28-05-2025
Planet Nine really DOES exist, scientists say - as they reveal exactly how we could find the secret world
It's a question that has baffled scientists around the world for years.
Is there really a ninth planet hiding in our solar system?
And if so, how do we find it?
Now, researchers from Rice University claim to have fresh evidence of Planet Nine - as well as a method to find it.
Based on complex simulations, the team says there's around a 40 per cent chance that a Planet Nine-like object is hiding in our solar system.
And if it does exist, it could be discovered using the Vera C. Rubin Observatory, they say.
Located on a mountaintop in Chile, this observatory features the largest camera ever built - and is set to send back its first images within weeks.
'With its unparalleled ability to survey the sky in depth and detail, the observatory is expected to significantly advance the search for distant solar system objects, increasing the likelihood of either detecting Planet Nine or providing the evidence needed to rule out its existence,' the researchers said in a statement.
Planet Nine is a hypothetical planet, first theorised by astronomers from California Institute of Technology (Caltech) back in 2016.
Said to have a mass about five to 10 times that of Earth, this hypothetical, Neptune-sized planet would circle our sun on a highly elongated path, far beyond Pluto.
If it does exist, Planet Nine could help to explain the unique orbits of some smaller objects in the Kupier Belt - a region of icy debris that extends far beyond the orbit of Neptune.
In their new study, the team set out to understand whether or not Planet Nine could really exist.
Using complex simulations, the team showed that wide-orbit planets like Planet Nine are not anomalies.
Instead, they're natural by-products of a chaotic early phase in planetary system development, according to the team.
'Essentially, we're watching pinballs in a cosmic arcade,' said André Izidoro, lead author of the study.
'When giant planets scatter each other through gravitational interactions, some are flung far away from their star.
'If the timing and surrounding environment are just right, those planets don't get ejected, but rather they get trapped in extremely wide orbits.'
The simulations showed that planets are pushed into these wide orbits by internal instabilities, before being stabilised by the gravitational influence of nearby stars.
'When these gravitational kicks happen at just the right moment, a planet's orbit becomes decoupled from the inner planetary system,' explained Nathan Kaib, co-author of the study.

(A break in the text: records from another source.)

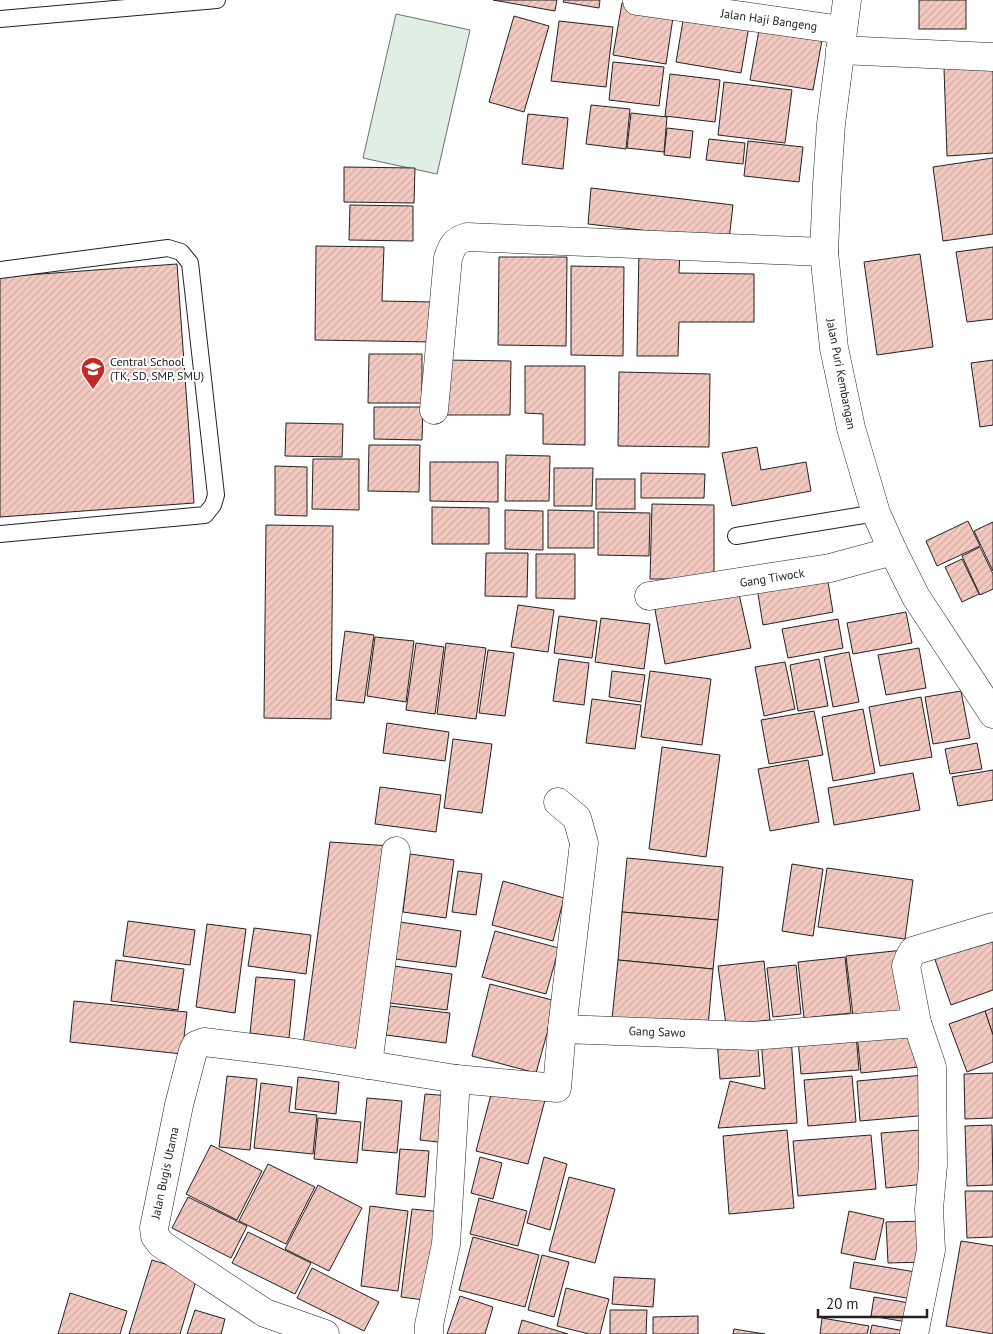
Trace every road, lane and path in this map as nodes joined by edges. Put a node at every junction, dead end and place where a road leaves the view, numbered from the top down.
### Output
1 (217, 0) edge
2 (847, 0) edge
3 (637, 1) edge
4 (0, 19) edge
5 (841, 40) junction
6 (993, 57) edge
7 (824, 252) junction
8 (0, 270) edge
9 (434, 410) dead end
10 (876, 513) junction
11 (0, 534) edge
12 (736, 536) dead end
13 (893, 552) junction
14 (649, 596) dead end
15 (993, 714) edge
16 (558, 802) dead end
17 (396, 851) dead end
18 (993, 927) edge
19 (917, 1023) junction
20 (562, 1029) junction
21 (368, 1065) junction
22 (456, 1079) junction
23 (265, 1323) edge
24 (325, 1334) edge
25 (429, 1334) edge
26 (914, 1334) edge

1 - 4 lane
2 - 5 street, Jalan Puri Kembangan
3 - 5 street, Jalan Haji Bangeng
5 - 6 street, Jalan Haji Bangeng
5 - 7 street, Jalan Puri Kembangan
7 - 9 street
7 - 10 street, Jalan Puri Kembangan
8 - 11 lane
10 - 12 lane
10 - 13 street, Jalan Puri Kembangan
13 - 14 street, Gang Tiwock
13 - 15 street, Jalan Puri Kembangan
16 - 20 street
17 - 21 street
18 - 19 street
19 - 20 street, Gang Sawo
19 - 26 street
20 - 22 street
21 - 22 street
21 - 23 street, Jalan Bugis Utama
22 - 25 street
23 - 24 street, Jalan Bugis Utama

'This creates a wide-orbit planet—one that's essentially frozen in place after the cluster disperses.'
As for what this means for Planet Nine, the researchers say there's now a 40 per cent change that the world exists.
'Our simulations show that if the early solar system underwent two specific instability phases—the growth of Uranus and Neptune and the later scattering among gas giants—there is up to a 40% chance that a Planet Nine-like object could have been trapped during that time,' Dr Izidoro said.
The team now hopes to use the Vera C. Rubin Observatory to prove the existence of Planet Nine once and for all.
'As we refine our understanding of where to look and what to look for, we're not just increasing the odds of finding Planet Nine,' Dr Izidoro added.
'We're opening a new window into the architecture and evolution of planetary systems throughout the galaxy.'
PLANET NINE: ORBITS OF OBJECTS BEYOND NEPTUNE SUGGEST 'SOMETHING LARGE' IS THERE
Astronomers believe that the orbits of a number of bodies in the distant reaches of the solar system have been disrupted by the pull of an as yet unidentified planet.
First proposed by a group at CalTech in the US, this alien world was theorised to explain the distorted paths seen in distant icy bodies.
In order to fit in with the data they have, this alien world - popularly called Planet Nine - would need to be roughly four times the size of Earth and ten times the mass.
Researchers say a body of this size and mass would explain the clustered paths of a number of icy minor planets beyond Neptune.
Its huge orbit would mean it takes between 10,000 and 20,000 years to make a single pass around the sun.
The theoretical Planet Nine is based on the gravitational pull it exerts on these bodies, with astronomers confident it will be found in the coming years.